▶ _Records to use_
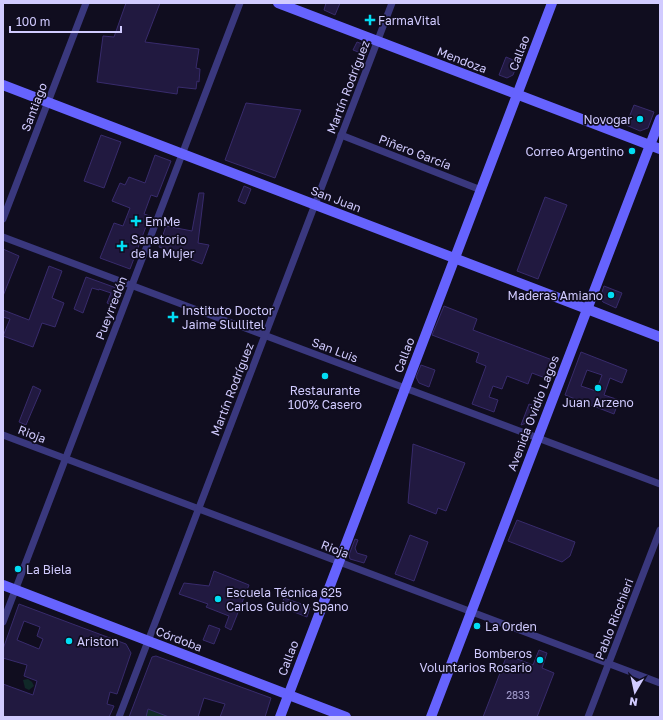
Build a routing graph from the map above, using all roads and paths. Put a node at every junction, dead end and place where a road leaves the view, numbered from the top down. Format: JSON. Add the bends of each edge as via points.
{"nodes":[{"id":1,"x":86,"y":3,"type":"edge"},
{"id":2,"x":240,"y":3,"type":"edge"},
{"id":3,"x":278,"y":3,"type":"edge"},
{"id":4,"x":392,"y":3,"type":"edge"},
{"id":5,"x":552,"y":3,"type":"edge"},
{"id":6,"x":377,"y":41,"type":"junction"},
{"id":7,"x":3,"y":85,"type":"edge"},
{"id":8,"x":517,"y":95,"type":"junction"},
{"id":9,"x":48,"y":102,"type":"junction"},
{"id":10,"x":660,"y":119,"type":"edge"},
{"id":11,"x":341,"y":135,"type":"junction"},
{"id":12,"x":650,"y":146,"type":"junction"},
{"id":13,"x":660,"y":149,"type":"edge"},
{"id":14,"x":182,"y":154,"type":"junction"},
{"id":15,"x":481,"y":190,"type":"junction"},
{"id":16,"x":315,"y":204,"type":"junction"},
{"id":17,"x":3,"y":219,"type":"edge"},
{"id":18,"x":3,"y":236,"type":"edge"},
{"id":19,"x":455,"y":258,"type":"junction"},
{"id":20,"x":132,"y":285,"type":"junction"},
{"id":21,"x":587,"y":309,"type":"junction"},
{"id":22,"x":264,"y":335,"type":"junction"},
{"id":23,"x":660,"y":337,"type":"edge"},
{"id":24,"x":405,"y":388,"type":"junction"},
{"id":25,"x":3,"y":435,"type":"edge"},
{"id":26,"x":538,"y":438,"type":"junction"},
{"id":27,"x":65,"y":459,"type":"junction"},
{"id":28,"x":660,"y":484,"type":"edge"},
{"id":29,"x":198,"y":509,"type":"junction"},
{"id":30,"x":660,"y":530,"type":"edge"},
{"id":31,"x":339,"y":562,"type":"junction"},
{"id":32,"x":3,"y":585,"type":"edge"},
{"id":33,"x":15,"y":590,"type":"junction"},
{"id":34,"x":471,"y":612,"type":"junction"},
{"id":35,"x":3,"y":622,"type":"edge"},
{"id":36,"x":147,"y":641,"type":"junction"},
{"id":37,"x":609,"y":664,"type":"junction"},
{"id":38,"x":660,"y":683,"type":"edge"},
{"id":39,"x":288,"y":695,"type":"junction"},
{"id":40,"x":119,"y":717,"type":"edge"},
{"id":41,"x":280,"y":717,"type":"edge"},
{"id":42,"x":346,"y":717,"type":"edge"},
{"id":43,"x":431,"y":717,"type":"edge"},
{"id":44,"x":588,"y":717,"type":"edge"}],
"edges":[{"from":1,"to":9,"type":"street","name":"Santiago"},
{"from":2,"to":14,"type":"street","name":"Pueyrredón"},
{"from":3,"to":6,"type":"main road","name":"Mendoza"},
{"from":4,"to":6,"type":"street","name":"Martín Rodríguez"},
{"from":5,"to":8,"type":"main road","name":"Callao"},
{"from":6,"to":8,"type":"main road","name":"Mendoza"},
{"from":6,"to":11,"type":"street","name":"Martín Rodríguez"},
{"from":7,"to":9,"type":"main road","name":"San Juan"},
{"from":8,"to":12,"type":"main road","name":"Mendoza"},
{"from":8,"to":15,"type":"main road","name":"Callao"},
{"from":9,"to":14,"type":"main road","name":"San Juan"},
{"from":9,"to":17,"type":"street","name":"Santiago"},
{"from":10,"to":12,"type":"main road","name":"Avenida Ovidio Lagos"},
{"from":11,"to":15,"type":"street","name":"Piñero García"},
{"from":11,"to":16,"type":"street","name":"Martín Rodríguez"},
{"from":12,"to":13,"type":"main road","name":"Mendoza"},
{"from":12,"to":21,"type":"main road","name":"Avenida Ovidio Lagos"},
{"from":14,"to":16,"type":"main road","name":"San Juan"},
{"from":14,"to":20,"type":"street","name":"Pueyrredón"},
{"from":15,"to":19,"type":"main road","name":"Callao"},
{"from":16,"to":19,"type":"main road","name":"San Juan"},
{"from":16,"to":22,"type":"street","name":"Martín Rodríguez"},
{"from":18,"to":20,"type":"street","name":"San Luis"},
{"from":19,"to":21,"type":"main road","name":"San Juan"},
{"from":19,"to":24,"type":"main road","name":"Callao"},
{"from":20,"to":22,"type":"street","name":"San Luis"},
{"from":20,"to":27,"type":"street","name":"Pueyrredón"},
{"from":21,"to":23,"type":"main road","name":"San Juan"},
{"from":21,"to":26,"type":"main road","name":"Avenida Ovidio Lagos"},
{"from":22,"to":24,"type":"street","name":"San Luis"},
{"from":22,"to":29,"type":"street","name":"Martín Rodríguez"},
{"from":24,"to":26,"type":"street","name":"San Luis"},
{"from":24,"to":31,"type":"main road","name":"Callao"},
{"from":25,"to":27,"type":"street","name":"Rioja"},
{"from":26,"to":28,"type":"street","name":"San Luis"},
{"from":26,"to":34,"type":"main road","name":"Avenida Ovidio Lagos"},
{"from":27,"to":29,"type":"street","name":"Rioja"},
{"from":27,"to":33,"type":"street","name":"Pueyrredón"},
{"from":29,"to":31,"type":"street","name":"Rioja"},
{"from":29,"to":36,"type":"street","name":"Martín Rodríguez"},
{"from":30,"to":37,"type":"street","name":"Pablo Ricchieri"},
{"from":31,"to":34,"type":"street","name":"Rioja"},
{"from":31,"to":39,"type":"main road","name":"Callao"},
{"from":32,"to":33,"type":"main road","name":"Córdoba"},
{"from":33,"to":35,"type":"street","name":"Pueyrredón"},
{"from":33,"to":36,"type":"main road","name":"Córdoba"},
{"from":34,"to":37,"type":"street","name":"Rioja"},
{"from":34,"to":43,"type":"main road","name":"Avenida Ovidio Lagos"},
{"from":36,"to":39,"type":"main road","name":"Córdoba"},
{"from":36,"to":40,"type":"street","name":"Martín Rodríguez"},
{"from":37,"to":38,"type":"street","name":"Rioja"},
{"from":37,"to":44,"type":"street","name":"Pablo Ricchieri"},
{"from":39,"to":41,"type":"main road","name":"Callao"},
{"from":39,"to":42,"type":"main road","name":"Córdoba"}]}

▶ _What you are asked to do_
I'd like the material repeated word for word, without the pictures it holds.

▶ _Output for this exercise_
Build a routing graph from the map above, using all roads and paths. Put a node at every junction, dead end and place where a road leaves the view, numbered from the top down. Format: JSON. Add the bends of each edge as via points.
{"nodes":[{"id":1,"x":86,"y":3,"type":"edge"},
{"id":2,"x":240,"y":3,"type":"edge"},
{"id":3,"x":278,"y":3,"type":"edge"},
{"id":4,"x":392,"y":3,"type":"edge"},
{"id":5,"x":552,"y":3,"type":"edge"},
{"id":6,"x":377,"y":41,"type":"junction"},
{"id":7,"x":3,"y":85,"type":"edge"},
{"id":8,"x":517,"y":95,"type":"junction"},
{"id":9,"x":48,"y":102,"type":"junction"},
{"id":10,"x":660,"y":119,"type":"edge"},
{"id":11,"x":341,"y":135,"type":"junction"},
{"id":12,"x":650,"y":146,"type":"junction"},
{"id":13,"x":660,"y":149,"type":"edge"},
{"id":14,"x":182,"y":154,"type":"junction"},
{"id":15,"x":481,"y":190,"type":"junction"},
{"id":16,"x":315,"y":204,"type":"junction"},
{"id":17,"x":3,"y":219,"type":"edge"},
{"id":18,"x":3,"y":236,"type":"edge"},
{"id":19,"x":455,"y":258,"type":"junction"},
{"id":20,"x":132,"y":285,"type":"junction"},
{"id":21,"x":587,"y":309,"type":"junction"},
{"id":22,"x":264,"y":335,"type":"junction"},
{"id":23,"x":660,"y":337,"type":"edge"},
{"id":24,"x":405,"y":388,"type":"junction"},
{"id":25,"x":3,"y":435,"type":"edge"},
{"id":26,"x":538,"y":438,"type":"junction"},
{"id":27,"x":65,"y":459,"type":"junction"},
{"id":28,"x":660,"y":484,"type":"edge"},
{"id":29,"x":198,"y":509,"type":"junction"},
{"id":30,"x":660,"y":530,"type":"edge"},
{"id":31,"x":339,"y":562,"type":"junction"},
{"id":32,"x":3,"y":585,"type":"edge"},
{"id":33,"x":15,"y":590,"type":"junction"},
{"id":34,"x":471,"y":612,"type":"junction"},
{"id":35,"x":3,"y":622,"type":"edge"},
{"id":36,"x":147,"y":641,"type":"junction"},
{"id":37,"x":609,"y":664,"type":"junction"},
{"id":38,"x":660,"y":683,"type":"edge"},
{"id":39,"x":288,"y":695,"type":"junction"},
{"id":40,"x":119,"y":717,"type":"edge"},
{"id":41,"x":280,"y":717,"type":"edge"},
{"id":42,"x":346,"y":717,"type":"edge"},
{"id":43,"x":431,"y":717,"type":"edge"},
{"id":44,"x":588,"y":717,"type":"edge"}],
"edges":[{"from":1,"to":9,"type":"street","name":"Santiago"},
{"from":2,"to":14,"type":"street","name":"Pueyrredón"},
{"from":3,"to":6,"type":"main road","name":"Mendoza"},
{"from":4,"to":6,"type":"street","name":"Martín Rodríguez"},
{"from":5,"to":8,"type":"main road","name":"Callao"},
{"from":6,"to":8,"type":"main road","name":"Mendoza"},
{"from":6,"to":11,"type":"street","name":"Martín Rodríguez"},
{"from":7,"to":9,"type":"main road","name":"San Juan"},
{"from":8,"to":12,"type":"main road","name":"Mendoza"},
{"from":8,"to":15,"type":"main road","name":"Callao"},
{"from":9,"to":14,"type":"main road","name":"San Juan"},
{"from":9,"to":17,"type":"street","name":"Santiago"},
{"from":10,"to":12,"type":"main road","name":"Avenida Ovidio Lagos"},
{"from":11,"to":15,"type":"street","name":"Piñero García"},
{"from":11,"to":16,"type":"street","name":"Martín Rodríguez"},
{"from":12,"to":13,"type":"main road","name":"Mendoza"},
{"from":12,"to":21,"type":"main road","name":"Avenida Ovidio Lagos"},
{"from":14,"to":16,"type":"main road","name":"San Juan"},
{"from":14,"to":20,"type":"street","name":"Pueyrredón"},
{"from":15,"to":19,"type":"main road","name":"Callao"},
{"from":16,"to":19,"type":"main road","name":"San Juan"},
{"from":16,"to":22,"type":"street","name":"Martín Rodríguez"},
{"from":18,"to":20,"type":"street","name":"San Luis"},
{"from":19,"to":21,"type":"main road","name":"San Juan"},
{"from":19,"to":24,"type":"main road","name":"Callao"},
{"from":20,"to":22,"type":"street","name":"San Luis"},
{"from":20,"to":27,"type":"street","name":"Pueyrredón"},
{"from":21,"to":23,"type":"main road","name":"San Juan"},
{"from":21,"to":26,"type":"main road","name":"Avenida Ovidio Lagos"},
{"from":22,"to":24,"type":"street","name":"San Luis"},
{"from":22,"to":29,"type":"street","name":"Martín Rodríguez"},
{"from":24,"to":26,"type":"street","name":"San Luis"},
{"from":24,"to":31,"type":"main road","name":"Callao"},
{"from":25,"to":27,"type":"street","name":"Rioja"},
{"from":26,"to":28,"type":"street","name":"San Luis"},
{"from":26,"to":34,"type":"main road","name":"Avenida Ovidio Lagos"},
{"from":27,"to":29,"type":"street","name":"Rioja"},
{"from":27,"to":33,"type":"street","name":"Pueyrredón"},
{"from":29,"to":31,"type":"street","name":"Rioja"},
{"from":29,"to":36,"type":"street","name":"Martín Rodríguez"},
{"from":30,"to":37,"type":"street","name":"Pablo Ricchieri"},
{"from":31,"to":34,"type":"street","name":"Rioja"},
{"from":31,"to":39,"type":"main road","name":"Callao"},
{"from":32,"to":33,"type":"main road","name":"Córdoba"},
{"from":33,"to":35,"type":"street","name":"Pueyrredón"},
{"from":33,"to":36,"type":"main road","name":"Córdoba"},
{"from":34,"to":37,"type":"street","name":"Rioja"},
{"from":34,"to":43,"type":"main road","name":"Avenida Ovidio Lagos"},
{"from":36,"to":39,"type":"main road","name":"Córdoba"},
{"from":36,"to":40,"type":"street","name":"Martín Rodríguez"},
{"from":37,"to":38,"type":"street","name":"Rioja"},
{"from":37,"to":44,"type":"street","name":"Pablo Ricchieri"},
{"from":39,"to":41,"type":"main road","name":"Callao"},
{"from":39,"to":42,"type":"main road","name":"Córdoba"}]}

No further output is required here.